Wait, meaning that while it's technically possible, but it'd be really tricky to accomplish? Gee, I wish I had written something like "Branching would be really tricky, but there's no physical barriers" at the top of my post ;)

The reason is threefold: drag continues to increase at higher speeds regardless of the speed of sound

Drag is reduced in the first place by using hydrogen even at a given pressure. And you can use 1/4th the pressure and still maintain lift because you're moving four times as fast. And given how few reboosts are needed from LA to SF in the base case, a few more per unit distance hardly seems limiting.

If you consider that the steel Hyperloop pipe draped across 30m-spaced pylons will approximate a vertical sine wave, then at 700mph the allowable sag is only about 5cm

Irrelevant because earthquakes impose far more deflection that you have to be able to counter (and that the proposal calls for countering) than a craft moving past.

Mechanical braking from 1500mph in the event of an emergency is also a non-starter

What, you're picturing drum brakes or something? You're moving at high speeds in a giant steel tube. Magnetic braking couldn't possibly be easier.

a 700mph capsule will incur about 2g's of aerobraking deceleration

Where are you getting this from? Even if the tube was instantly full pressure (which it wouldn't be), a streamlined shape will not experience 2Gs at 700mph, any more than a passenger jet losing full engine power does. And anyway, 10g horizontal is not fatal even if that was the case. The average untrained individual, properly restrained, can tolerate 10g for a minute without even loss of cognitive function.

Comment Re:It's almost like the Concord verses the 747 aga (Score 1) 157

Not only that, but if your craft is travelling four times as fast, you're sweeping through four times as much gas per unit time to compress under the skis.

Hydrogen has all sorts of advantages. And the very low pressures prevent most of the negatives. The only one that I don't know about and would require testing would be what sort of reaction would one see as a craft moves past, with any residual oxygen. If I had to guess, I'd guess that you will get some combustion, but the craft moves past so fast and the mixture will decompress so fast, I would think the rate would be quite limited.

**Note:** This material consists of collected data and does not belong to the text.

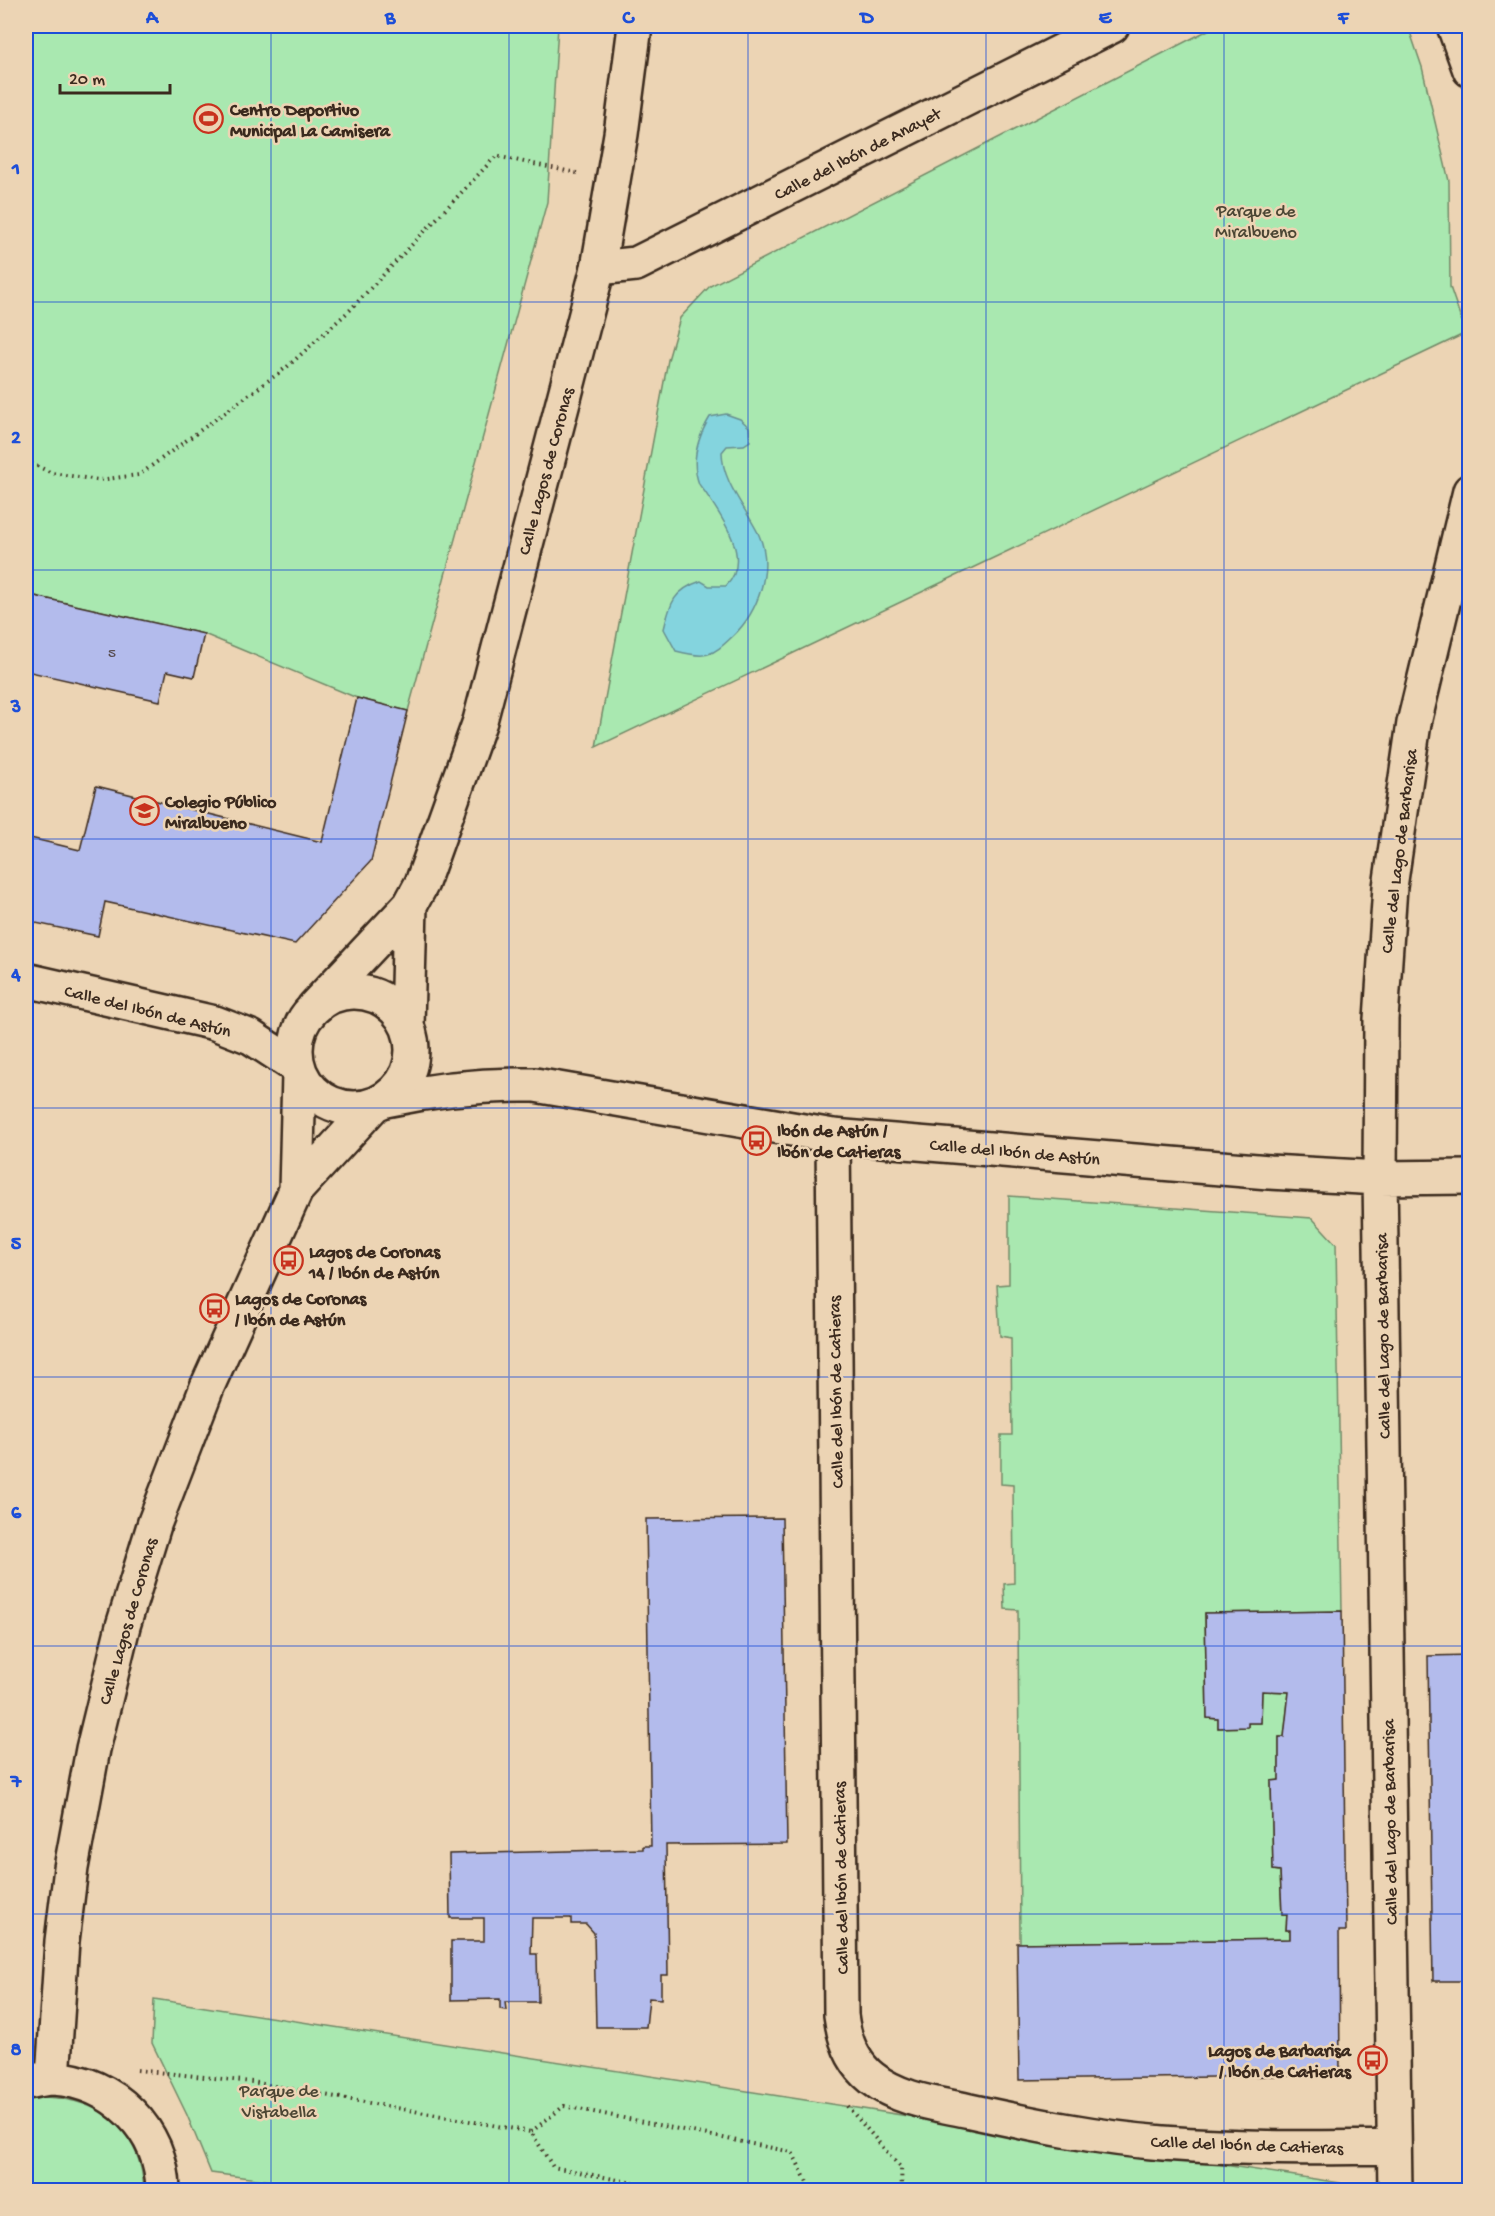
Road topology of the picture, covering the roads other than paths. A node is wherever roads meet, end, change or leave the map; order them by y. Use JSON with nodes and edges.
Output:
{"nodes":[{"id":1,"x":635,"y":26,"type":"edge"},
{"id":2,"x":1112,"y":26,"type":"edge"},
{"id":3,"x":1455,"y":26,"type":"edge"},
{"id":4,"x":1470,"y":70,"type":"edge"},
{"id":5,"x":598,"y":268,"type":"junction"},
{"id":6,"x":1470,"y":491,"type":"edge"},
{"id":7,"x":410,"y":905,"type":"junction"},
{"id":8,"x":26,"y":980,"type":"edge"},
{"id":9,"x":314,"y":1007,"type":"junction"},
{"id":10,"x":407,"y":1026,"type":"junction"},
{"id":11,"x":298,"y":1070,"type":"junction"},
{"id":12,"x":380,"y":1102,"type":"junction"},
{"id":13,"x":833,"y":1137,"type":"junction"},
{"id":14,"x":1470,"y":1177,"type":"edge"},
{"id":15,"x":1380,"y":1178,"type":"junction"},
{"id":16,"x":296,"y":1190,"type":"junction"},
{"id":17,"x":39,"y":2080,"type":"edge"},
{"id":18,"x":1394,"y":2147,"type":"junction"},
{"id":19,"x":163,"y":2190,"type":"edge"},
{"id":20,"x":1395,"y":2190,"type":"edge"}],
"edges":[{"from":1,"to":5,"type":"street","name":"Calle Lagos de Coronas"},
{"from":2,"to":5,"type":"street","name":"Calle del Ibón de Anayet"},
{"from":3,"to":4,"type":"street"},
{"from":5,"to":7,"type":"street","name":"Calle Lagos de Coronas"},
{"from":6,"to":15,"type":"street","name":"Calle del Lago de Barbarisa"},
{"from":7,"to":9,"type":"street","name":"Calle Lagos de Coronas"},
{"from":7,"to":10,"type":"street","name":"Calle Lagos de Coronas"},
{"from":8,"to":11,"type":"street","name":"Calle del Ibón de Astún"},
{"from":9,"to":10,"type":"street"},
{"from":9,"to":11,"type":"street"},
{"from":10,"to":12,"type":"street"},
{"from":11,"to":12,"type":"street"},
{"from":11,"to":16,"type":"street","name":"Calle Lagos de Coronas"},
{"from":12,"to":13,"type":"street","name":"Calle del Ibón de Astún"},
{"from":12,"to":16,"type":"street","name":"Calle Lagos de Coronas"},
{"from":13,"to":15,"type":"street","name":"Calle del Ibón de Astún"},
{"from":13,"to":18,"type":"street","name":"Calle del Ibón de Catieras"},
{"from":14,"to":15,"type":"street","name":"Calle del Ibón de Astún"},
{"from":15,"to":18,"type":"street","name":"Calle del Lago de Barbarisa"},
{"from":16,"to":17,"type":"street","name":"Calle Lagos de Coronas"},
{"from":17,"to":19,"type":"street"},
{"from":18,"to":20,"type":"street","name":"Calle del Lago de Barbarisa"}]}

Comment Re:It's almost like the Concord verses the 747 aga (Score 1) 157

First off, if servicing that requires full de/repressurization is some sort of frequent event, then the whole concept is doomed for reasons entirely unrelated to anything in this discussion. Secondly, 1/5 ton of hydrogen at industrial rates is about $200. Whoop-di-doodle-doo. And the advantage is being able to travel at mach freaking 4, not about the reduction of drag at a given speed (which is, FYI, true also).